Available data.
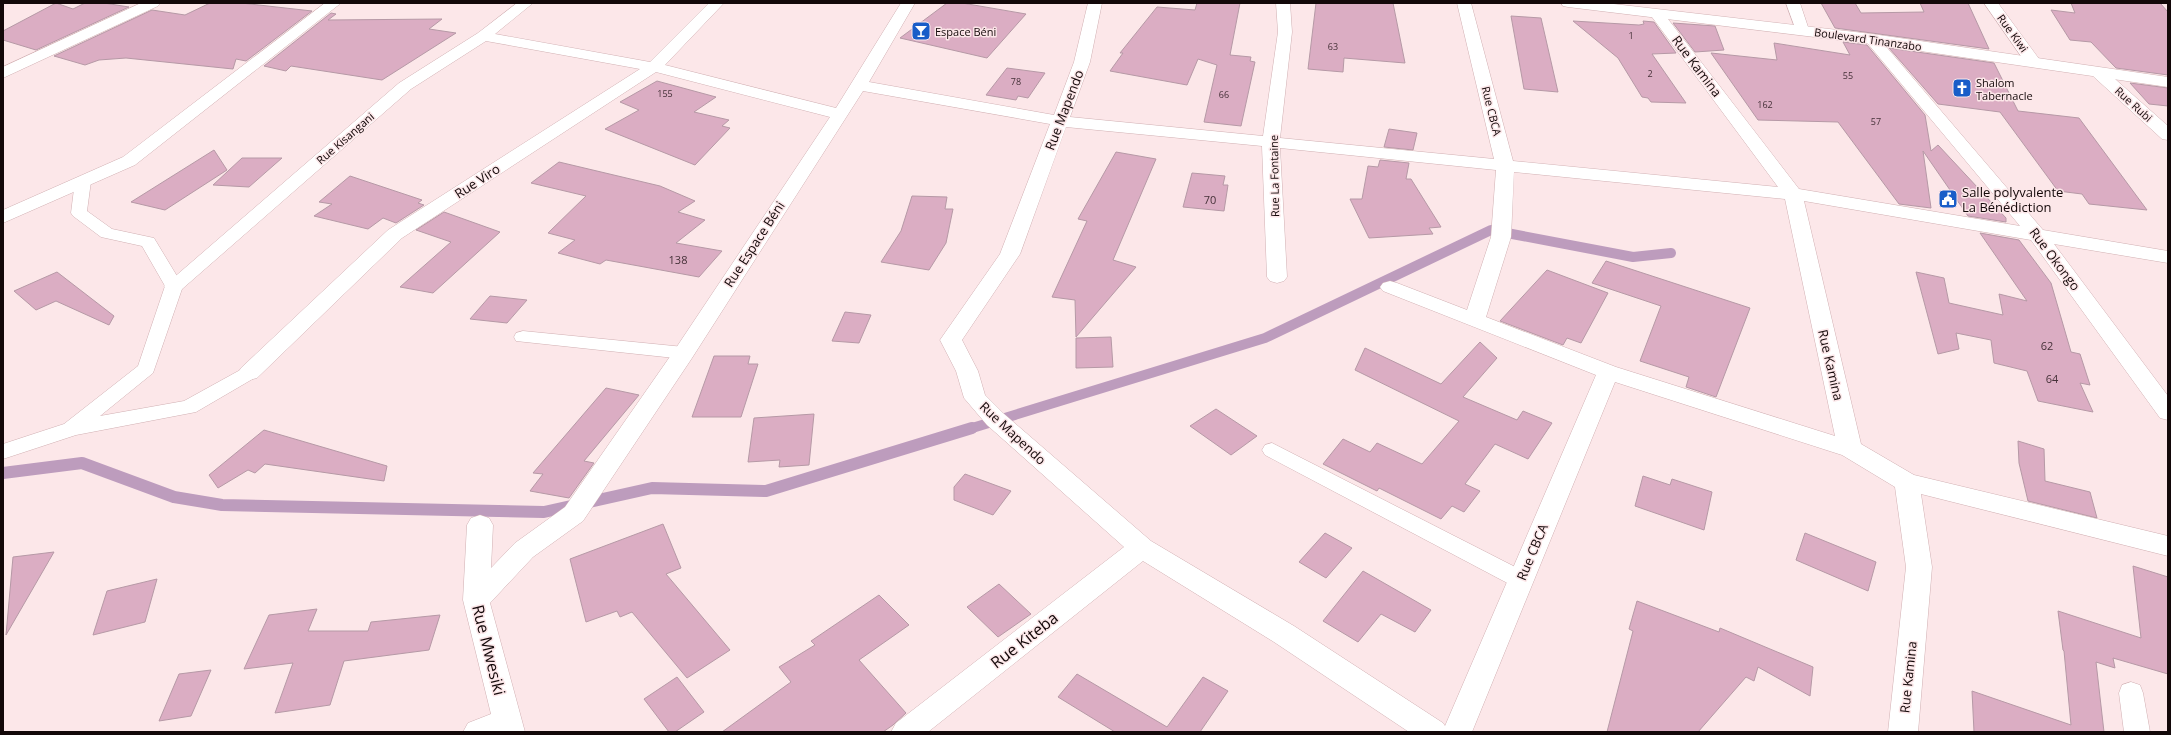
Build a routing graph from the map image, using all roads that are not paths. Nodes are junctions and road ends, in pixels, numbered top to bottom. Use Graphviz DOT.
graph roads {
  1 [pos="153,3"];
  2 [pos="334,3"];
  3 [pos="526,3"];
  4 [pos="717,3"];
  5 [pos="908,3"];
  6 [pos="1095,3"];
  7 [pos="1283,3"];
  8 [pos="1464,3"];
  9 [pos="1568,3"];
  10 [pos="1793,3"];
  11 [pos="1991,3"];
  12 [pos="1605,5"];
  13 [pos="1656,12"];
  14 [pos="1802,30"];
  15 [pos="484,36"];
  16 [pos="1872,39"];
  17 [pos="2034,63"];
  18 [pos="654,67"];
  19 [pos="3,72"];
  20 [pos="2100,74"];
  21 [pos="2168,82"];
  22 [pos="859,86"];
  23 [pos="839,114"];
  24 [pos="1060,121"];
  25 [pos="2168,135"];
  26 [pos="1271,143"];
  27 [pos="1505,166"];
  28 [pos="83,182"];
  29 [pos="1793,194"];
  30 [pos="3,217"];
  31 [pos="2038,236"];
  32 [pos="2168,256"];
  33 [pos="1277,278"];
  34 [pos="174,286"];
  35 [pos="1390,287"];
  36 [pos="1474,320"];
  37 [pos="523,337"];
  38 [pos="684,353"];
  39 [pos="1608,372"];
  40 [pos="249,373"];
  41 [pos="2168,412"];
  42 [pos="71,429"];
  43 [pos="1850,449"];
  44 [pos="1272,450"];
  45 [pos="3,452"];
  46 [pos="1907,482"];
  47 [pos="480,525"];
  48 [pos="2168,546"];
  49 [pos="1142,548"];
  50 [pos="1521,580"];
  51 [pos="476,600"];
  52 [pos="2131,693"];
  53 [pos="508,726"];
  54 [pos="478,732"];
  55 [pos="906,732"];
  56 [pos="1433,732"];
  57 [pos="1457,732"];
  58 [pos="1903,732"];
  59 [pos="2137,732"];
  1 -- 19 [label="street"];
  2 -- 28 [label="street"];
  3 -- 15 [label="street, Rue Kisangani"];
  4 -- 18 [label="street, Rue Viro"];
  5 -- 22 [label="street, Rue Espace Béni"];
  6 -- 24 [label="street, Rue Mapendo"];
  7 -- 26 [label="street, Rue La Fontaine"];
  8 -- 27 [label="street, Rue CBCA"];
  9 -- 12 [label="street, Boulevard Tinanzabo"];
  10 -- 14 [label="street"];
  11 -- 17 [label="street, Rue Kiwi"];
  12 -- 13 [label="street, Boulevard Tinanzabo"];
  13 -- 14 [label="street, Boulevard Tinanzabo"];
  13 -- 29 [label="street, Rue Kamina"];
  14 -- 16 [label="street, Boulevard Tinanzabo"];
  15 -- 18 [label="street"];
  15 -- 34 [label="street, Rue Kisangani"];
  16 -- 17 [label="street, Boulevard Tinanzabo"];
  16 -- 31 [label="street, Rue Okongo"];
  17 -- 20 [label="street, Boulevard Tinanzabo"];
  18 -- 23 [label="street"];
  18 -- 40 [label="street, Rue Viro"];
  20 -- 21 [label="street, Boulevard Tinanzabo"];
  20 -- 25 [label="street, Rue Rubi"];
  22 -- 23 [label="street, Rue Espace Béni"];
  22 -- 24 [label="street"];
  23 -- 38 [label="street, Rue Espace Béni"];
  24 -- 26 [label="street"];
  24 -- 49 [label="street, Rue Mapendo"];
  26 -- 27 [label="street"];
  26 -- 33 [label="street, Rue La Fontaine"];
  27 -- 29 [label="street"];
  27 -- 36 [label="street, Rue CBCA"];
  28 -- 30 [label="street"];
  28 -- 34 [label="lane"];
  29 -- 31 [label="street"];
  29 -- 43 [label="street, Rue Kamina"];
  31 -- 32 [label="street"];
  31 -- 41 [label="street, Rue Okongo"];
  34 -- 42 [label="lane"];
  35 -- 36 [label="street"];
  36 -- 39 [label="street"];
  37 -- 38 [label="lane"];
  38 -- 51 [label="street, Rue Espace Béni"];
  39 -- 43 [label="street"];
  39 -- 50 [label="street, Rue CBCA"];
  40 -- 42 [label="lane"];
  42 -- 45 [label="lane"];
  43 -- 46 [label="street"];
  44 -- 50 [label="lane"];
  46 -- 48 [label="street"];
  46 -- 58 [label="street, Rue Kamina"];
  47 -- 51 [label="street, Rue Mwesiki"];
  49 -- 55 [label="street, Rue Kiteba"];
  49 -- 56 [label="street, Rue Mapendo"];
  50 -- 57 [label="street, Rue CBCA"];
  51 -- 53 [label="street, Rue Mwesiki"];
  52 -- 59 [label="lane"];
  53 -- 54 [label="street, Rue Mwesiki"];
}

What needs to be done. Go through the material above, and wherever a line holds the word "graph", copy it.

Exercise output.
Build a routing graph from the map image, using all roads that are not paths. Nodes are junctions and road ends, in pixels, numbered top to bottom. Use Graphviz DOT.
graph roads {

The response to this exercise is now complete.